* _Task objective_: Exactly reproduce the lines from the line containing "Extract the road" to the end of the data below, inclusive, and nothing else.

(Saved data entries)
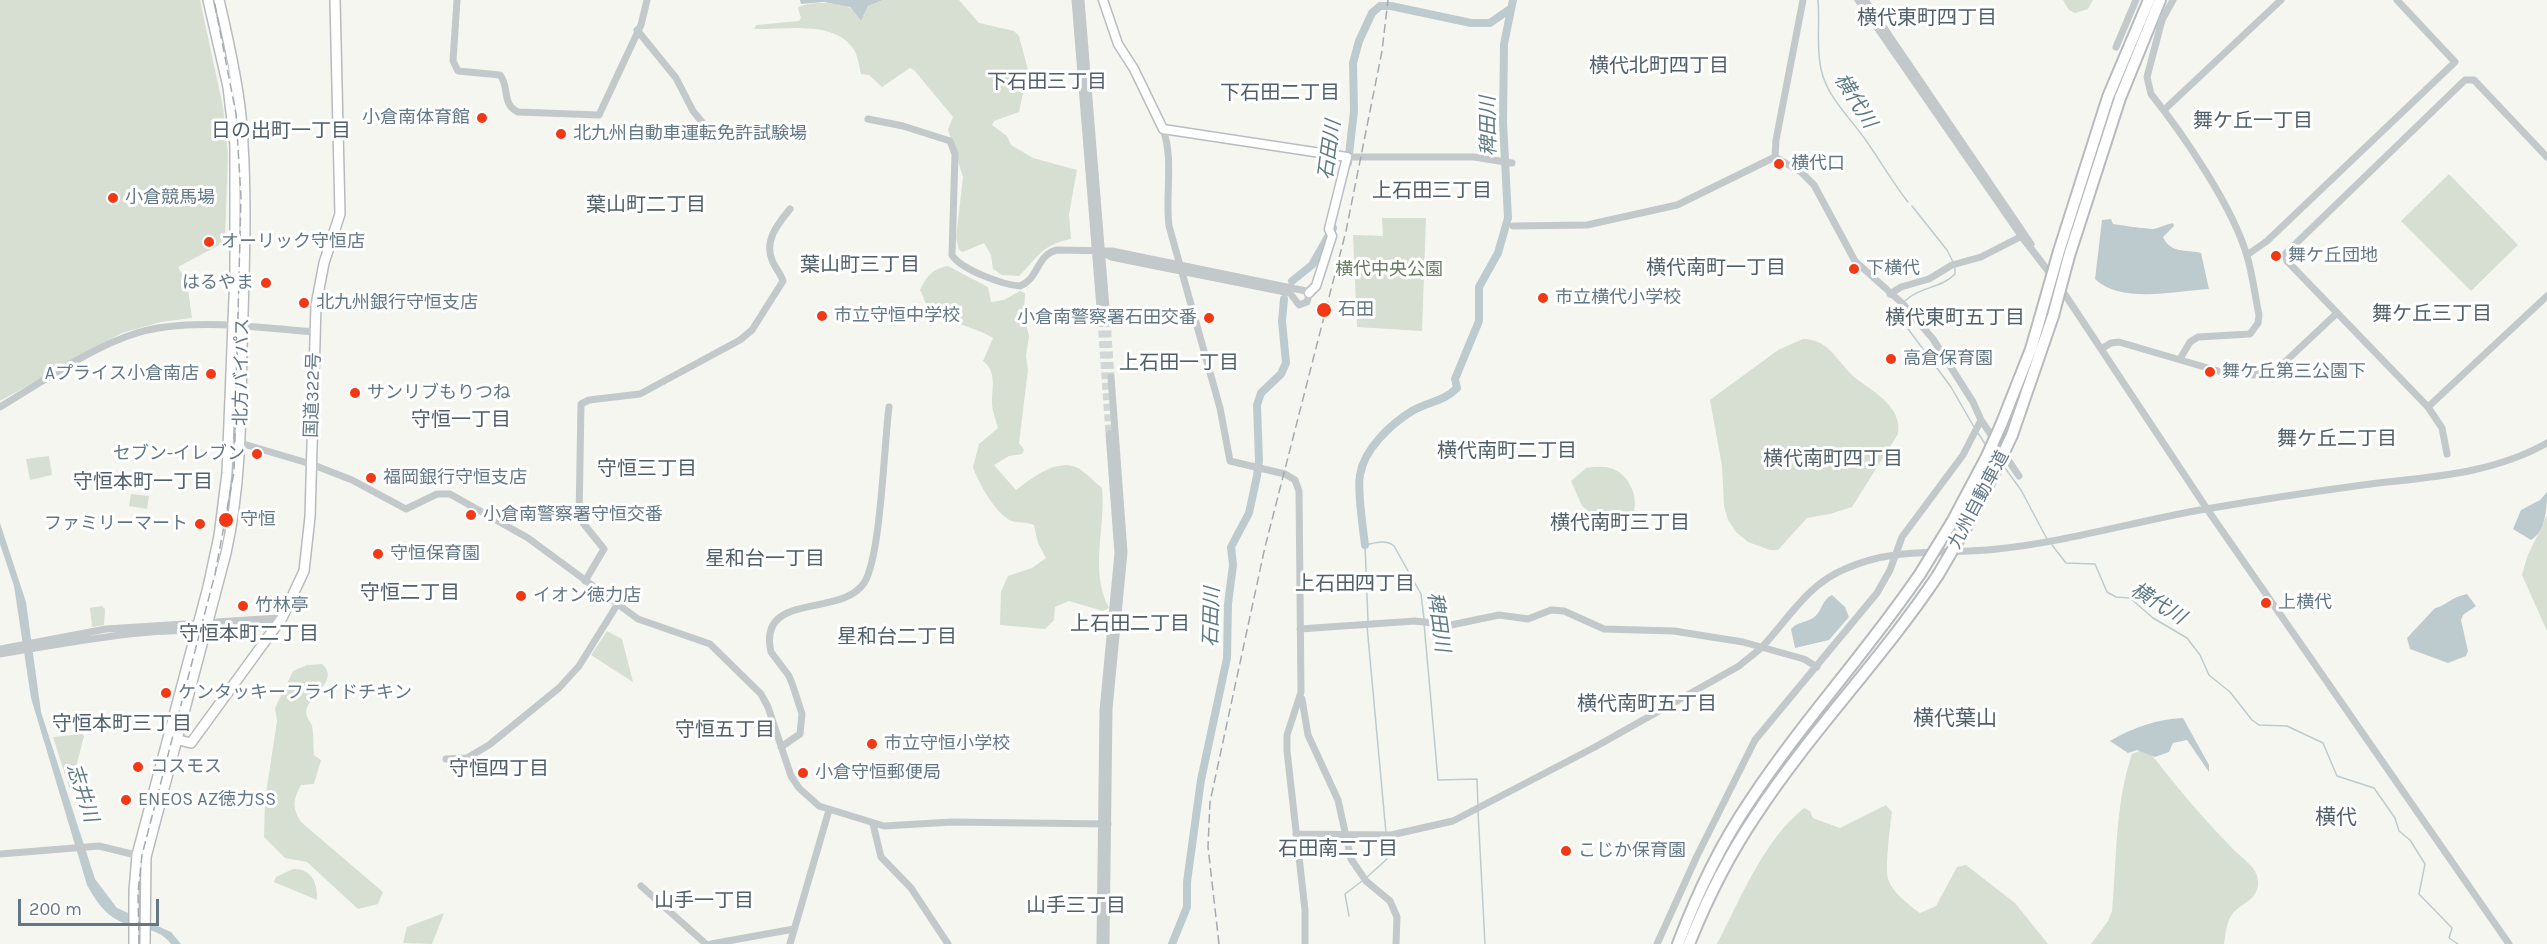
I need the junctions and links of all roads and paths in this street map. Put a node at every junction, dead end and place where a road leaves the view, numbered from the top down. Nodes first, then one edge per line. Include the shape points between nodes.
1 (335, 0) edge
2 (457, 0) edge
3 (647, 0) edge
4 (1075, 0) edge
5 (1081, 0) edge
6 (1103, 0) edge
7 (1803, 0) edge
8 (1858, 0) edge
9 (1865, 0) edge
10 (2136, 0) edge
11 (2149, 0) edge
12 (2160, 0) edge
13 (2173, 0) edge
14 (2281, 0) edge
15 (2397, 0) edge
16 (213, 1) edge
17 (637, 30) junction
18 (2116, 47) dead end
19 (2164, 110) junction
20 (868, 119) dead end
21 (1163, 129) junction
22 (711, 133) dead end
23 (1347, 157) junction
24 (1775, 157) junction
25 (2547, 157) edge
26 (1512, 164) dead end
27 (790, 209) dead end
28 (1513, 226) dead end
29 (2024, 236) junction
30 (1098, 251) junction
31 (2064, 254) junction
32 (2247, 255) junction
33 (1182, 268) junction
34 (1309, 293) junction
35 (1890, 294) junction
36 (2547, 296) edge
37 (2337, 313) junction
38 (1104, 320) tunnel mouth
39 (231, 327) junction
40 (243, 328) junction
41 (315, 332) junction
42 (2101, 349) junction
43 (2180, 359) junction
44 (1112, 377) tunnel mouth
45 (0, 407) edge
46 (889, 407) dead end
47 (2428, 407) junction
48 (1981, 420) junction
49 (1109, 434) tunnel mouth
50 (229, 442) junction
51 (240, 443) junction
52 (2547, 443) edge
53 (2447, 454) dead end
54 (311, 464) junction
55 (2019, 476) dead end
56 (2207, 509) junction
57 (1896, 553) junction
58 (585, 581) junction
59 (617, 605) junction
60 (282, 618) junction
61 (202, 626) junction
62 (1300, 629) junction
63 (23, 647) junction
64 (1762, 647) junction
65 (0, 649) edge
66 (0, 654) edge
67 (1817, 667) junction
68 (1301, 693) junction
69 (173, 739) junction
70 (781, 747) junction
71 (446, 759) dead end
72 (829, 810) junction
73 (1756, 813) junction
74 (873, 824) junction
75 (1105, 824) junction
76 (1296, 834) junction
77 (1346, 835) junction
78 (0, 854) edge
79 (141, 856) junction
80 (641, 886) dead end
81 (794, 929) junction
82 (1681, 942) edge
83 (134, 944) edge
84 (145, 944) edge
85 (709, 944) edge
86 (790, 944) edge
87 (948, 944) edge
88 (1100, 944) edge
89 (1106, 944) edge
90 (1305, 944) edge
91 (1396, 944) edge
92 (1658, 944) edge
93 (1695, 944) edge
94 (2509, 944) edge

1 - 41 highway, 国道322号 via 340,214 320,280
2 - 17 street via 455,67 463,73 500,75 506,86 506,98 518,112 599,115
3 - 17 street
4 - 30 street
5 - 30 street
6 - 21 main road via 1118,44
7 - 24 street
8 - 29 street
9 - 29 street
10 - 18 street
11 - 31 highway, 九州自動車道 via 2108,97
12 - 31 highway, 九州自動車道
13 - 19 street via 2162,20 2147,77 2151,94
14 - 19 street
15 - 32 street via 2456,62 2267,241
16 - 39 highway, 北方バイパス via 235,146
16 - 40 highway, 北方バイパス via 232,57 241,115 246,235
17 - 22 street via 676,78 693,111
19 - 32 street via 2211,182
20 - 30 street via 944,137 954,147 951,249 953,258 961,265 1020,286 1032,278 1049,252
21 - 23 main road
21 - 33 street via 1168,148 1169,226
23 - 26 street via 1474,157
23 - 34 main road via 1316,286
24 - 28 street via 1677,205 1587,225
24 - 35 street via 1814,185 1855,261
25 - 37 street via 2474,80 2465,80 2287,250 2288,261
27 - 58 street via 770,242 772,261 783,281 745,336 640,394 581,404 579,518 604,549
29 - 35 street
29 - 42 street
30 - 33 street via 1111,257
30 - 38 street
31 - 73 highway, 九州自動車道, bridge via 2053,316 2012,435 1966,526 1938,575 1886,648
31 - 82 highway, 九州自動車道, bridge via 2001,425 1952,522 1871,643 1750,800 1717,857
32 - 43 street via 2259,315 2254,330 2238,337 2198,337 2190,342
33 - 34 street
33 - 34 street via 1290,293 1299,305 1307,302
33 - 62 street via 1220,408 1230,461 1285,474 1295,480 1299,491
35 - 48 street via 1944,355
36 - 47 street
37 - 43 street via 2300,349 2270,370 2239,375
37 - 47 street
39 - 40 street
39 - 45 street via 173,326 131,335
39 - 50 highway, 北方バイパス
40 - 41 street
40 - 51 highway, 北方バイパス
41 - 54 highway, 国道322号
42 - 43 street via 2119,342
42 - 56 street
44 - 75 street via 1124,552 1109,710
46 - 70 street via 875,540 865,582 849,597 790,610 772,629 771,652 789,676 802,714 800,734
47 - 53 street via 2442,428
48 - 55 street
48 - 57 street via 1963,455 1915,516
49 - 75 street via 1118,553 1103,710
50 - 51 street
50 - 61 highway, 北方バイパス via 217,549
51 - 54 street
51 - 61 highway, 北方バイパス via 234,518
52 - 56 street via 2493,467
54 - 58 street via 362,484 406,509 437,494 450,494 516,531
54 - 60 highway, 国道322号 via 304,571
56 - 57 street via 1996,549
56 - 94 street
57 - 64 street via 1843,569 1825,581 1793,608
57 - 67 street via 1877,593
58 - 59 street
59 - 70 street via 652,625 710,644 761,694
59 - 71 street via 570,678 489,745 467,758
60 - 61 street
60 - 69 highway, 国道322号 via 191,743
61 - 63 street
61 - 69 highway, 北方バイパス
62 - 64 street via 1415,621 1451,625 1499,615 1528,619 1551,610 1564,611 1604,629 1674,631
62 - 68 street
63 - 65 street
63 - 66 street
64 - 67 street via 1804,659
64 - 77 street via 1713,681 1473,813 1425,829 1391,835
67 - 92 street via 1755,740
68 - 76 street via 1287,735
68 - 77 street via 1308,735 1338,800
69 - 79 highway
70 - 72 street via 795,784
72 - 74 street
72 - 81 street
73 - 82 highway, 九州自動車道
73 - 93 highway via 1714,895
74 - 75 street
74 - 87 street via 881,857 911,888
75 - 88 street
75 - 89 street
76 - 77 street
76 - 90 street
77 - 91 street via 1351,859 1366,881 1390,901 1397,917
78 - 79 street via 99,846
79 - 83 highway
79 - 84 highway
80 - 85 street
81 - 85 street
81 - 86 street

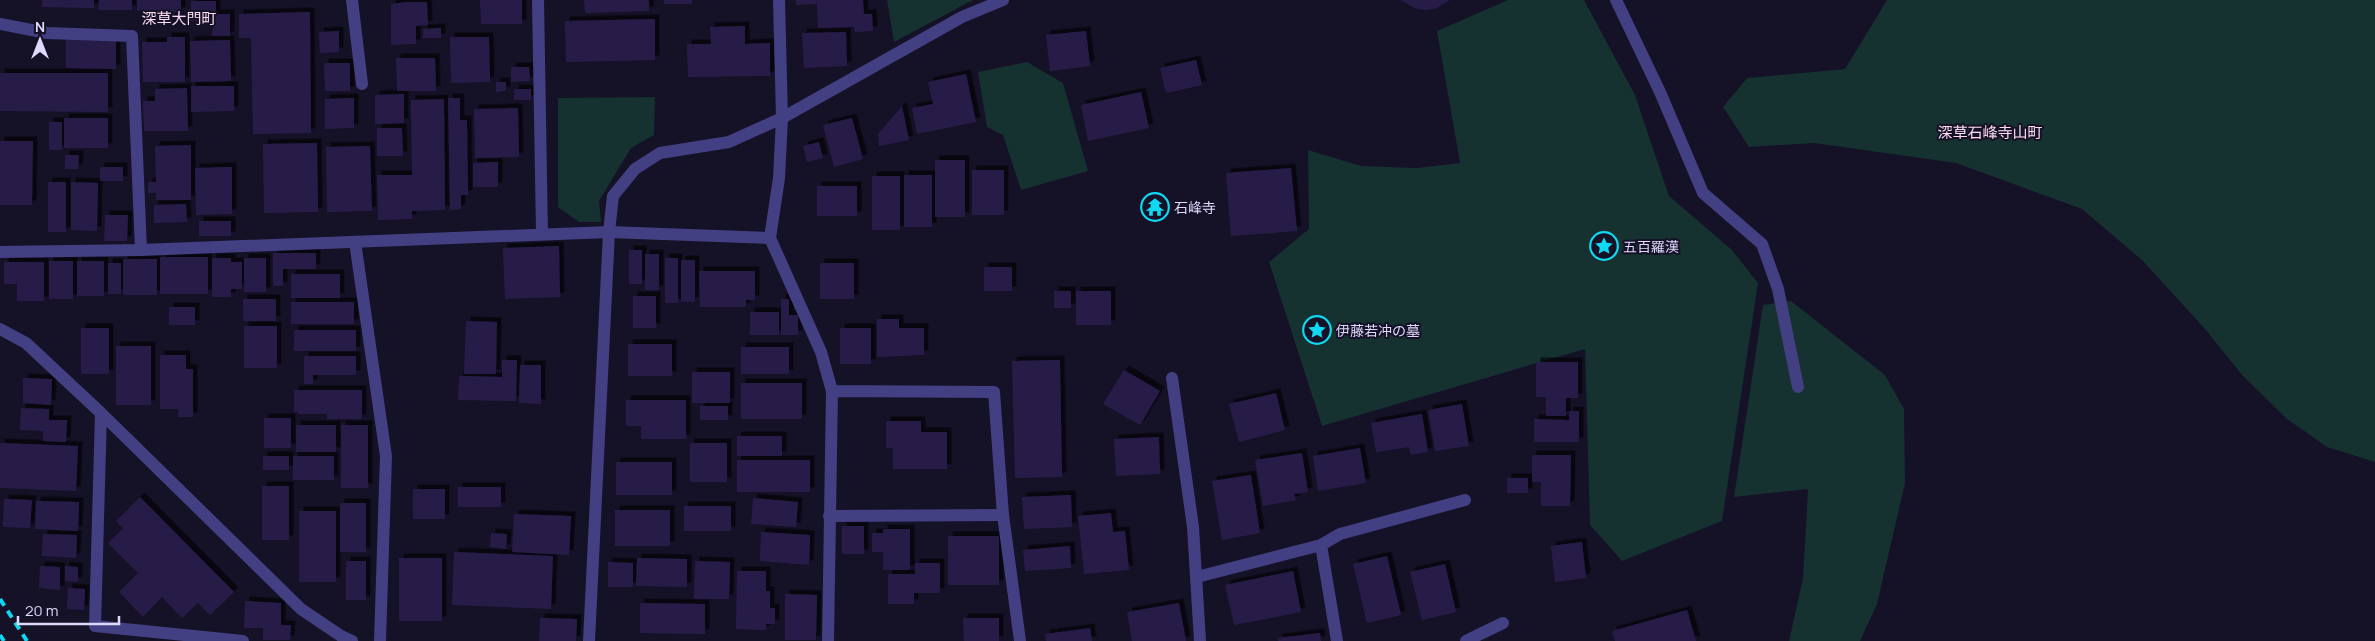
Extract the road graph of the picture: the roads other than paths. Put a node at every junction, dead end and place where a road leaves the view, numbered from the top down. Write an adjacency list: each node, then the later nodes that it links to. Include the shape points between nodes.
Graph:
1 (352, 0): 7 (street)
2 (538, 0): 10 (street)
3 (779, 0): 8 (street)
4 (1003, 0): 8 (street, via 962,16)
5 (1616, 0): 17 (street, via 1704,193 1762,244 1778,289)
6 (0, 24): 13 (street, via 47,33 132,36)
7 (362, 84)
8 (782, 118): 9 (street, via 728,142 660,153 634,169 613,196); 11 (street, via 779,178)
9 (609, 232): 10 (street); 11 (street); 30 (street)
10 (542, 234): 12 (street)
11 (770, 238): 18 (street, via 821,352)
12 (355, 242): 13 (street); 29 (street, via 386,456)
13 (142, 250): 14 (street)
14 (0, 252)
15 (0, 329): 19 (street, via 26,343)
16 (1172, 378): 24 (street)
17 (1798, 387)
18 (832, 391): 21 (street, via 994,392); 22 (street)
19 (101, 413): 26 (street, via 301,609); 27 (street, via 95,626)
20 (1465, 500): 23 (street, via 1340,534)
21 (1003, 515): 22 (street); 32 (street)
22 (829, 516): 31 (street)
23 (1321, 545): 24 (street); 34 (street)
24 (1198, 577): 33 (street)
25 (1504, 623): 35 (street)
26 (342, 639)
27 (224, 640): 28 (street)
28 (243, 641)
29 (380, 641)
30 (589, 641)
31 (828, 641)
32 (1020, 641)
33 (1200, 641)
34 (1337, 641)
35 (1466, 641)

* _Result of this task_:
Extract the road graph of the picture: the roads other than paths. Put a node at every junction, dead end and place where a road leaves the view, numbered from the top down. Write an adjacency list: each node, then the later nodes that it links to. Include the shape points between nodes.
Graph:
1 (352, 0): 7 (street)
2 (538, 0): 10 (street)
3 (779, 0): 8 (street)
4 (1003, 0): 8 (street, via 962,16)
5 (1616, 0): 17 (street, via 1704,193 1762,244 1778,289)
6 (0, 24): 13 (street, via 47,33 132,36)
7 (362, 84)
8 (782, 118): 9 (street, via 728,142 660,153 634,169 613,196); 11 (street, via 779,178)
9 (609, 232): 10 (street); 11 (street); 30 (street)
10 (542, 234): 12 (street)
11 (770, 238): 18 (street, via 821,352)
12 (355, 242): 13 (street); 29 (street, via 386,456)
13 (142, 250): 14 (street)
14 (0, 252)
15 (0, 329): 19 (street, via 26,343)
16 (1172, 378): 24 (street)
17 (1798, 387)
18 (832, 391): 21 (street, via 994,392); 22 (street)
19 (101, 413): 26 (street, via 301,609); 27 (street, via 95,626)
20 (1465, 500): 23 (street, via 1340,534)
21 (1003, 515): 22 (street); 32 (street)
22 (829, 516): 31 (street)
23 (1321, 545): 24 (street); 34 (street)
24 (1198, 577): 33 (street)
25 (1504, 623): 35 (street)
26 (342, 639)
27 (224, 640): 28 (street)
28 (243, 641)
29 (380, 641)
30 (589, 641)
31 (828, 641)
32 (1020, 641)
33 (1200, 641)
34 (1337, 641)
35 (1466, 641)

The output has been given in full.